# From where to get foreign currency exchange in Melbourne



## jovi (Jul 28, 2009)

Hi,

While searching on exchange rates offered by Commercial banks in Australia and foreign exchange companies, found the big differences in rates. Now I wonder where to go for currency conversion in Melbourne city. 

2nd part of question is reverse of this question, where to go to remit the money back in homeland country, Banks or Exchange companies like money gram(their swift charges are very low as compare to banks, don't know why).

Thanks!


----------



## twister292 (Mar 25, 2011)

It depends on the type of transfer and amount. Banks will generally offer better exchange rates, but charge more to actually transfer the money. Western Union or Moneygram have slightly higher exchange rate but lower transfer fees.

For relatively moderate amounts, moneygram/western union work well, but they pay cash at the other end. Account-to-account transfers will need TTs through banks.


----------



## naoto (Jan 8, 2012)

Banks charge circa $20 for a transfer account to account. Which works out cheaper if you use their exchange rates (depends on the amount)


----------



## jovi (Jul 28, 2009)

twister292 said:


> It depends on the type of transfer and amount. Banks will generally offer better exchange rates, but charge more to actually transfer the money. Western Union or Moneygram have slightly higher exchange rate but lower transfer fees.
> 
> For relatively moderate amounts, moneygram/western union work well, but they pay cash at the other end. Account-to-account transfers will need TTs through banks.


I have got the rate of 1US$=0.9353 on westpac site, whereas Mid Market rate is 1US$=0.9691, so net difference of 3.38$ (though its difficult to get rate closer to Mid marker rate).

So I think Banks rates are not better as compare to Forex exchange companies. 
Can anyone share his experience of converting foreign currency in Melbourne, which exchange company is good?


----------



## shafaqat309 (Apr 7, 2009)

twister292 said:


> It depends on the type of transfer and amount. Banks will generally offer better exchange rates, but charge more to actually transfer the money. Western Union or Moneygram have slightly higher exchange rate but lower transfer fees.
> 
> For relatively moderate amounts, moneygram/western union work well, but they pay cash at the other end. Account-to-account transfers will need TTs through banks.

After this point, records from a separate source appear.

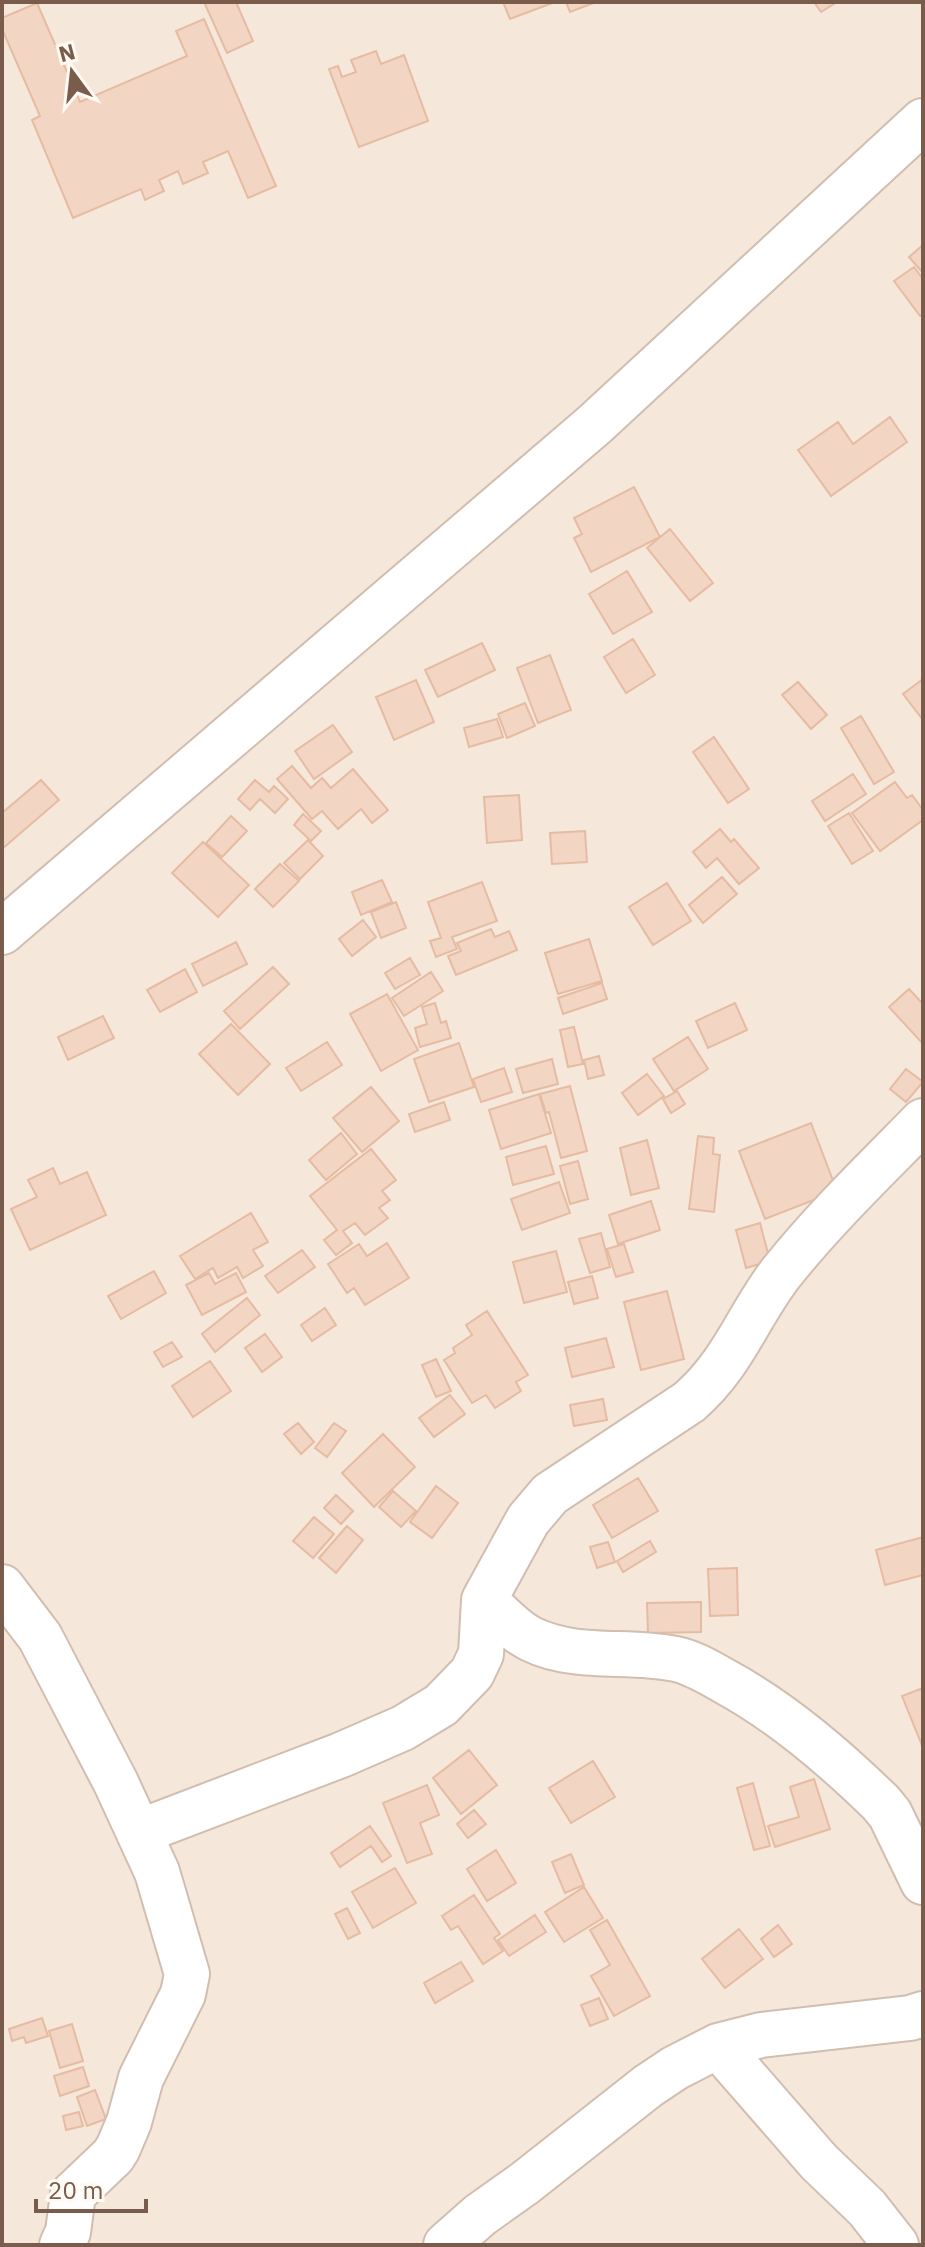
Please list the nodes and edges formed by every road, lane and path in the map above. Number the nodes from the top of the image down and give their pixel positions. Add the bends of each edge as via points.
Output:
1 (923, 121) edge
2 (2, 932) edge
3 (923, 1121) edge
4 (2, 1587) edge
5 (484, 1600) junction
6 (139, 1832) junction
7 (923, 1882) edge
8 (923, 2014) edge
9 (718, 2046) junction
10 (67, 2241) edge
11 (446, 2245) edge
12 (896, 2245) edge

1 - 2 street via 594,425
3 - 5 street via 779,1276 706,1387 550,1494 528,1520
4 - 6 street via 40,1637
5 - 6 street via 481,1654 472,1673 441,1705 341,1755
5 - 7 street via 528,1638 591,1654 676,1659 753,1697 881,1803
6 - 10 street via 157,1872 187,1982 149,2059 118,2148 73,2194
8 - 9 street via 761,2035
9 - 11 street via 648,2086
9 - 12 street

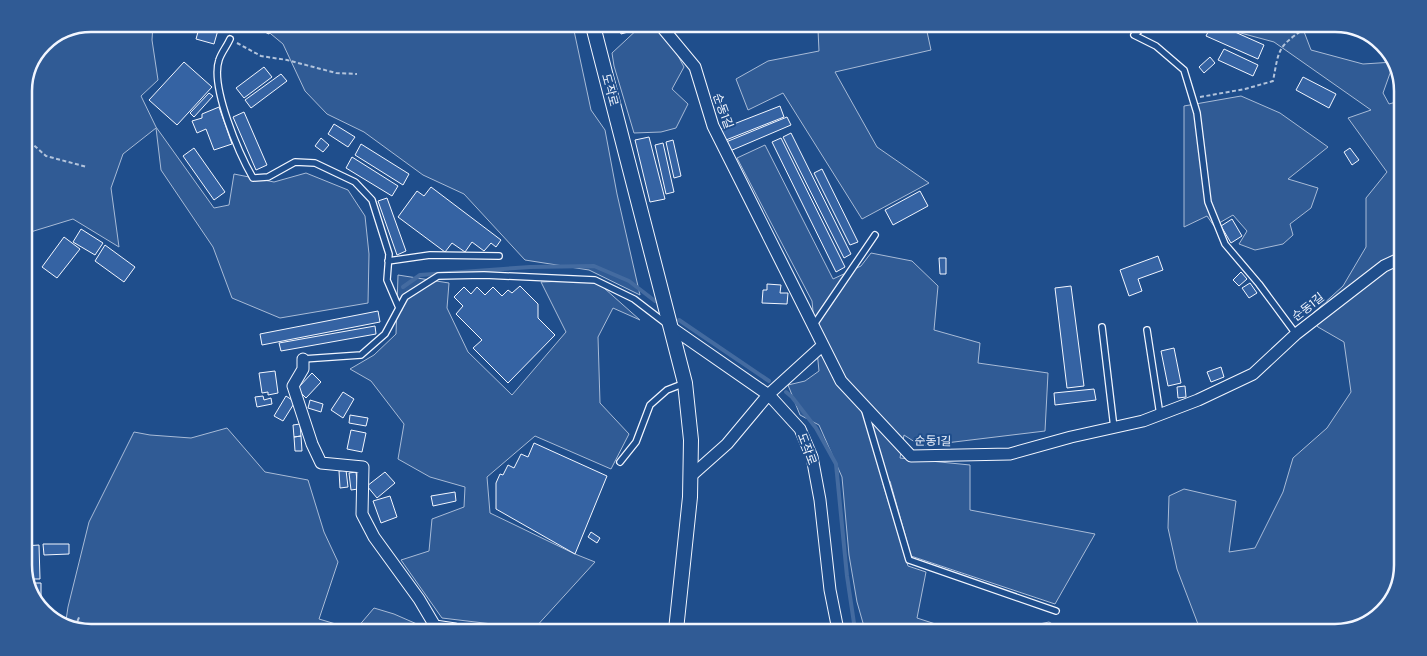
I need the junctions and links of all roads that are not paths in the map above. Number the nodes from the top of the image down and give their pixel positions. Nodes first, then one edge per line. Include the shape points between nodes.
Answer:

i have heard faysal bank has some agreement with Western Union and they transfer amount direct to faysal account. but need to confirm.


----------



## jovi (Jul 28, 2009)

shafaqat309 said:


> i have heard faysal bank has some agreement with Western Union and they transfer amount direct to faysal account. but need to confirm.


Different international companies like Western union, money gram etc have agreements with different banks, like MCB has with money gram whereas National bank has with WU.

You can confirm with your corresponding bank with which forex company they have got agreement.


----------



## twister292 (Mar 25, 2011)

jovi said:


> I have got the rate of 1US$=0.9353 on westpac site, whereas Mid Market rate is 1US$=0.9691, so net difference of 3.38$ (though its difficult to get rate closer to Mid marker rate).
> 
> So I think Banks rates are not better as compare to Forex exchange companies.
> Can anyone share his experience of converting foreign currency in Melbourne, which exchange company is good?


If you are bringing _physical cash_ into the country, anyone will clobber you. Nobody will match mid-market rates for cash, and don't be surprised to see spreads of up to 5 cents from the MMR for cash.

In fact, if that 3.38 cents of spread is for physical cash, that is fairly normal. 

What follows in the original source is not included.